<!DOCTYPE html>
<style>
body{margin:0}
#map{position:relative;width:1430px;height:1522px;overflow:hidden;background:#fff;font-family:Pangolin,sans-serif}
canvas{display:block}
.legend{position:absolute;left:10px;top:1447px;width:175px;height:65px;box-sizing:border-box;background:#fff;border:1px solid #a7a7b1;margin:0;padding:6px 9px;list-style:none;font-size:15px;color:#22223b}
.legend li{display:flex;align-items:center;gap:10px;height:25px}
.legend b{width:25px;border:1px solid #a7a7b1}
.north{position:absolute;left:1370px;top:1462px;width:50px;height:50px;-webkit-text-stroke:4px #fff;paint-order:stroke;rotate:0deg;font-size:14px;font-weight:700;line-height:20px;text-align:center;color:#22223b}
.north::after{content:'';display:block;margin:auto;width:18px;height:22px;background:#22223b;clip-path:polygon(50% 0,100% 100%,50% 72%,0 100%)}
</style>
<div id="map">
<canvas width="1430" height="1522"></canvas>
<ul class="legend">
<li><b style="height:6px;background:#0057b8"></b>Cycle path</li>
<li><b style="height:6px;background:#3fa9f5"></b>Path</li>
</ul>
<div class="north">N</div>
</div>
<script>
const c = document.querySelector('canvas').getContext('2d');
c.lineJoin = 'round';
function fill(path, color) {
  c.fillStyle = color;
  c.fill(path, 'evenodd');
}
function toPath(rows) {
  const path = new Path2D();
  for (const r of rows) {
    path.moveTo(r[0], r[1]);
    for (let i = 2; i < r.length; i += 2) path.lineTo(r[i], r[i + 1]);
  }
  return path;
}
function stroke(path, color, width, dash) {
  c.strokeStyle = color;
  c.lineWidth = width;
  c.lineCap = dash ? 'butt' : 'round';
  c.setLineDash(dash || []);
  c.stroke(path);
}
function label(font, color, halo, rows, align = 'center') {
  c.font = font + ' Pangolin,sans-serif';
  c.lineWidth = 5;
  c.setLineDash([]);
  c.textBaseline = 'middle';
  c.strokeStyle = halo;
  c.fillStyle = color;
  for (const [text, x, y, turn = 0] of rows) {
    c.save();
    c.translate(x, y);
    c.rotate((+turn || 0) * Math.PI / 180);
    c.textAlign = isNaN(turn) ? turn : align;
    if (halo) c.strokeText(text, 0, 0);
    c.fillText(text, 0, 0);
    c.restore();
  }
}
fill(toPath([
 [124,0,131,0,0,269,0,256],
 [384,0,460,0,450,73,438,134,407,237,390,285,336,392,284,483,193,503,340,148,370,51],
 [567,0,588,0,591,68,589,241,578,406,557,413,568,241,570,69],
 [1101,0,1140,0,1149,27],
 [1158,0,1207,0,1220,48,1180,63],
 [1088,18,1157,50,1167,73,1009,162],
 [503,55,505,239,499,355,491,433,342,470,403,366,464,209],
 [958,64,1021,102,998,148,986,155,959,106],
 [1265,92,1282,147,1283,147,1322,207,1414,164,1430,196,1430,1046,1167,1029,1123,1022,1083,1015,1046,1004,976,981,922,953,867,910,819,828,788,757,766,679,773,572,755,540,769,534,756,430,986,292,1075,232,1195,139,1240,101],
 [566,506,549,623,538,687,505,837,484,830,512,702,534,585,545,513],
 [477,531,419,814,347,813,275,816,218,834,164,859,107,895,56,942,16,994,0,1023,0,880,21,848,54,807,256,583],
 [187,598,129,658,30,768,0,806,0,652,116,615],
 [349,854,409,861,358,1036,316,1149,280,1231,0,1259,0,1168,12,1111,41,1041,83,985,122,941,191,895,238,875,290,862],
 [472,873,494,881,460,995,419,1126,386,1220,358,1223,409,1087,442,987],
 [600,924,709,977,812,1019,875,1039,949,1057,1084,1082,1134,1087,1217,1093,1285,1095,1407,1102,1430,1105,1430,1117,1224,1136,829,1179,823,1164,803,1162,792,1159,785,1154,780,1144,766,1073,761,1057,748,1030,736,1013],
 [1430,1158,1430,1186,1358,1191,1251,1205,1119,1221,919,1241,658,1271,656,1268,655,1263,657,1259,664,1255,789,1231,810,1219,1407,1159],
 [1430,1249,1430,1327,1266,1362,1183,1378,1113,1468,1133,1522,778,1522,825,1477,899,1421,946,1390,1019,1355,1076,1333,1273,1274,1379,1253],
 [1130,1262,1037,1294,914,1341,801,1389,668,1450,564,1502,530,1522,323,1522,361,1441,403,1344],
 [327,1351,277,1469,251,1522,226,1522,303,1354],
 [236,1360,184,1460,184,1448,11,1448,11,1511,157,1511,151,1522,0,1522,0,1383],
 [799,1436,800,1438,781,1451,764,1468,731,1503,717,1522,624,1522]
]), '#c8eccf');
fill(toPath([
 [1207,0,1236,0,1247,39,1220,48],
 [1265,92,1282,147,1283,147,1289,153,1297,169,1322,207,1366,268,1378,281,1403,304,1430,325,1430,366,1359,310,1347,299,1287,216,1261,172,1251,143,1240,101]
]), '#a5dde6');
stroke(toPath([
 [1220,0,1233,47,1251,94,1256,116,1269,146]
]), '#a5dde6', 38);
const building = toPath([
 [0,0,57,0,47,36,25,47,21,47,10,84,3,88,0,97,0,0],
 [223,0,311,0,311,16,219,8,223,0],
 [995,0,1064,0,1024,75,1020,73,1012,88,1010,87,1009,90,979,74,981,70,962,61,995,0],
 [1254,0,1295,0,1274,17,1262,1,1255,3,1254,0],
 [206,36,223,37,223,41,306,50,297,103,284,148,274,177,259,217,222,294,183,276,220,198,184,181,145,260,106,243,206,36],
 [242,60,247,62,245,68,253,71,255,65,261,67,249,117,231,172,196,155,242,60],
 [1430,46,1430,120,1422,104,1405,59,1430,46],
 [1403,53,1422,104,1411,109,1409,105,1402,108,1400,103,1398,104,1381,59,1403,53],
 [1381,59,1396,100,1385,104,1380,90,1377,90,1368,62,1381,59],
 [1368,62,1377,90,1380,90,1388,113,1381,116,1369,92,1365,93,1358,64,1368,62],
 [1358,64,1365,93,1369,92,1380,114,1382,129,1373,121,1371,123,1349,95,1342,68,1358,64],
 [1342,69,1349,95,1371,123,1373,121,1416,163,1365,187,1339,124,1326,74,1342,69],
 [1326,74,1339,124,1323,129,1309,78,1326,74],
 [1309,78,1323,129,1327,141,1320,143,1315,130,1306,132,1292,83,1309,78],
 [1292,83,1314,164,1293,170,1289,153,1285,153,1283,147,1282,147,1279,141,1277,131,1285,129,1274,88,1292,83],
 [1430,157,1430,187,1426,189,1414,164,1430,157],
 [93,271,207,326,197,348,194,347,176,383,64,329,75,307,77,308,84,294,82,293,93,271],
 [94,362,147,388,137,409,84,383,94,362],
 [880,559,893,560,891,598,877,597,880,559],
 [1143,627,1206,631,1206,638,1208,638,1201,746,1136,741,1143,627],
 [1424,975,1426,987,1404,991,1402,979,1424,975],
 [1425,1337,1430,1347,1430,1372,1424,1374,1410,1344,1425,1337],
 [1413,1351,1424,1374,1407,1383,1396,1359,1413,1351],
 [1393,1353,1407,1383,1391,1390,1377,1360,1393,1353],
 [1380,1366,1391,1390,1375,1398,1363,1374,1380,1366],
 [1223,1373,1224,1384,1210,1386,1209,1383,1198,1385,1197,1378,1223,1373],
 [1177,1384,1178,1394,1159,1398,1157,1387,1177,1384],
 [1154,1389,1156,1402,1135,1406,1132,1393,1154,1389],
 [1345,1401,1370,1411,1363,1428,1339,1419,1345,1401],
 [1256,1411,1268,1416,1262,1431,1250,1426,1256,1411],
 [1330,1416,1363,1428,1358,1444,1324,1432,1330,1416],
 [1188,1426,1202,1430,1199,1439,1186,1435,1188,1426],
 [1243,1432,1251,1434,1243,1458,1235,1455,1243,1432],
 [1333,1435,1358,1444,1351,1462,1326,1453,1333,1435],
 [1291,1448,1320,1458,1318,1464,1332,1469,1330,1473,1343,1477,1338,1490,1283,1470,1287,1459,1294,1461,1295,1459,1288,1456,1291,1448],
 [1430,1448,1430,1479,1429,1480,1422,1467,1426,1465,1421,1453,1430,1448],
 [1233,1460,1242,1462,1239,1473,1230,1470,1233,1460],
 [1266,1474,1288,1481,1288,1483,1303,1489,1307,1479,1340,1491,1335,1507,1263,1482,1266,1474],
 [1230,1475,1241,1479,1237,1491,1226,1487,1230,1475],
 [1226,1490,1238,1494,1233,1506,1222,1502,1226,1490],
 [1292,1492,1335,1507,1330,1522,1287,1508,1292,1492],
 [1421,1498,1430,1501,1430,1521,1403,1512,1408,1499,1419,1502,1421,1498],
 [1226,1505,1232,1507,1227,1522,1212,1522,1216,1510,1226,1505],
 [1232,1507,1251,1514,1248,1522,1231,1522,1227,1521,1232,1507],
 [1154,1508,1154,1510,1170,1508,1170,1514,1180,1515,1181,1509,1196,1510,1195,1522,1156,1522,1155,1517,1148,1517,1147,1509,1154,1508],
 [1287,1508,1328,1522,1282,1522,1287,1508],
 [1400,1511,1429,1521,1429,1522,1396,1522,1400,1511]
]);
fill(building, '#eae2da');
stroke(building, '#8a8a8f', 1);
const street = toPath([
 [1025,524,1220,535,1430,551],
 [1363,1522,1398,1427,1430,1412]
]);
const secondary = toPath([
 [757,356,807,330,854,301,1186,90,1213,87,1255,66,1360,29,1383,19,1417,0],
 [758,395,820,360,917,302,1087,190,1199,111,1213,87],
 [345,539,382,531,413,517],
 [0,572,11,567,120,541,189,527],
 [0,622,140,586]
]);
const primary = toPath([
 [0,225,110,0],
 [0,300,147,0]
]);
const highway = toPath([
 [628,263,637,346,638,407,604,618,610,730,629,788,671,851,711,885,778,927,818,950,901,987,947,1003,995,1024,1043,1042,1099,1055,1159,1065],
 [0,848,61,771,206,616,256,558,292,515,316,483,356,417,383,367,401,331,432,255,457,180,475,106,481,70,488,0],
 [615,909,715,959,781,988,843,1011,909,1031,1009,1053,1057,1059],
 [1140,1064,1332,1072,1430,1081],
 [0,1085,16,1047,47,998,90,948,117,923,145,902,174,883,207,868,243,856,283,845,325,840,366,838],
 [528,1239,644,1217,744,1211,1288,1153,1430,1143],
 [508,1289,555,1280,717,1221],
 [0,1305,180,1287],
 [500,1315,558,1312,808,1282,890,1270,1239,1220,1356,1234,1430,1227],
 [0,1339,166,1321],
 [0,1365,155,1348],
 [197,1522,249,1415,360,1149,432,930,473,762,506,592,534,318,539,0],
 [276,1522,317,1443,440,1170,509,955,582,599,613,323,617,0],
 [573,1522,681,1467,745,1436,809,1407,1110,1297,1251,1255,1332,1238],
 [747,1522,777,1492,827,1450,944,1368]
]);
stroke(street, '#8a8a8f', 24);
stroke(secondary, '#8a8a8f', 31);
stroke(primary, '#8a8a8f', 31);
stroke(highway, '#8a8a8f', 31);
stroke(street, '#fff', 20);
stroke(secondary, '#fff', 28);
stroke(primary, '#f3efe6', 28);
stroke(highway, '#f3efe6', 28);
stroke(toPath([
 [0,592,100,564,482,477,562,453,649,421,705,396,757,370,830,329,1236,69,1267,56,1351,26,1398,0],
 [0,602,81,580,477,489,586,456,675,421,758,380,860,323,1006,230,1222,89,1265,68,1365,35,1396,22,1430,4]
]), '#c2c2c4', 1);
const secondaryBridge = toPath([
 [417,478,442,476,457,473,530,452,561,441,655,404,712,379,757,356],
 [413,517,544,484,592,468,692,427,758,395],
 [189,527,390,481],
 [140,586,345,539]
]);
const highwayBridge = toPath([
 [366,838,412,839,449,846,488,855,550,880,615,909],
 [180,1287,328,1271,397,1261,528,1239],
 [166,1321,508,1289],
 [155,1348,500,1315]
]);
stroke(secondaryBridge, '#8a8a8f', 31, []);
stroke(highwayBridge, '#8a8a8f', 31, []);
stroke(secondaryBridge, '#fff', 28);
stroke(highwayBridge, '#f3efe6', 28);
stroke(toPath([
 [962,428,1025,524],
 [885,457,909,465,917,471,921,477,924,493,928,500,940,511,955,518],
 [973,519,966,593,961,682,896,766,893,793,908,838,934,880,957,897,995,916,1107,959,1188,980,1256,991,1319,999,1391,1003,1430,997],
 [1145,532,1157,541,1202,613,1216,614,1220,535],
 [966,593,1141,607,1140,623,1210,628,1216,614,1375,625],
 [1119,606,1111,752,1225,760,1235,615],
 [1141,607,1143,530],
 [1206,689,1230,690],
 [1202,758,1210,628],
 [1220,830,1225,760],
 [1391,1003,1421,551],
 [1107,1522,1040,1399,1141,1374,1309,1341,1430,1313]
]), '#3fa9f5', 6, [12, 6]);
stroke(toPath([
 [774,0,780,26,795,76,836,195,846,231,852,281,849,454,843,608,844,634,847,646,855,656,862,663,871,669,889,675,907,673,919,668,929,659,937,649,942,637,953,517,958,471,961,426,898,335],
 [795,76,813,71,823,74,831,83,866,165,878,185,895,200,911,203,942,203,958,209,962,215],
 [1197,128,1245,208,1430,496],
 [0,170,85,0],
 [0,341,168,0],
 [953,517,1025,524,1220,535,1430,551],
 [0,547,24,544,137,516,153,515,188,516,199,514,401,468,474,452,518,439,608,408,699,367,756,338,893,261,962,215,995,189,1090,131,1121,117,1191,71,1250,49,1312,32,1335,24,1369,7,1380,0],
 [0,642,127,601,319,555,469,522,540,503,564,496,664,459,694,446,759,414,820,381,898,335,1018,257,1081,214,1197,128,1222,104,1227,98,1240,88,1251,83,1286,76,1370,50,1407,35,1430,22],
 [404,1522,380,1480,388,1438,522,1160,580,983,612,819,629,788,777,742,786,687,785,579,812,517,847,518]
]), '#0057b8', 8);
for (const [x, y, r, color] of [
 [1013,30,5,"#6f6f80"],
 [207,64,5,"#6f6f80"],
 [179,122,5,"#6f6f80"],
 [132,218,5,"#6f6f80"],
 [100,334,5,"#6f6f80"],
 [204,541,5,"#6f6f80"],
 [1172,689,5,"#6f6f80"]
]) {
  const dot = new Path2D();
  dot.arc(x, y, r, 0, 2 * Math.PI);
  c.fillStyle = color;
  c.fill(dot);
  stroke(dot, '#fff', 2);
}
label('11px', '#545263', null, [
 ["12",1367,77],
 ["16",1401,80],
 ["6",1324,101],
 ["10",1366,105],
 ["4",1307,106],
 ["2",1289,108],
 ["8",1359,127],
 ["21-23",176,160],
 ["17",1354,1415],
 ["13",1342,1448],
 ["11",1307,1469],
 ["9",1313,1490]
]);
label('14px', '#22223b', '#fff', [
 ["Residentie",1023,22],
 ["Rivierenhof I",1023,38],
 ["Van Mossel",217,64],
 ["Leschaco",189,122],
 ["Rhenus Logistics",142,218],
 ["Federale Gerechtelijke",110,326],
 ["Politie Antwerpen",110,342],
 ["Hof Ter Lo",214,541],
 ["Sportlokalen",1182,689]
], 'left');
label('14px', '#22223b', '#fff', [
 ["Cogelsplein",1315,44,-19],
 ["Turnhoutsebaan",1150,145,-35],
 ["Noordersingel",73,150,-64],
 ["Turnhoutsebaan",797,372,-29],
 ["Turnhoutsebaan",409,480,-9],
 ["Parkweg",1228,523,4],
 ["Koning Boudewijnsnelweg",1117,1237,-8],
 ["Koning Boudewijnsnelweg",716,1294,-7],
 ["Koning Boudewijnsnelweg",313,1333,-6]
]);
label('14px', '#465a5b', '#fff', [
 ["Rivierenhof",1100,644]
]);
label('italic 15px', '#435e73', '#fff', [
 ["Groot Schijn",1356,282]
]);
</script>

__ASSIGNMENT__
Copy out every line of the entries where the string "function" shows up.

__FINAL ANSWER__
function fill(path, color) {
function toPath(rows) {
function stroke(path, color, width, dash) {
function label(font, color, halo, rows, align = 'center') {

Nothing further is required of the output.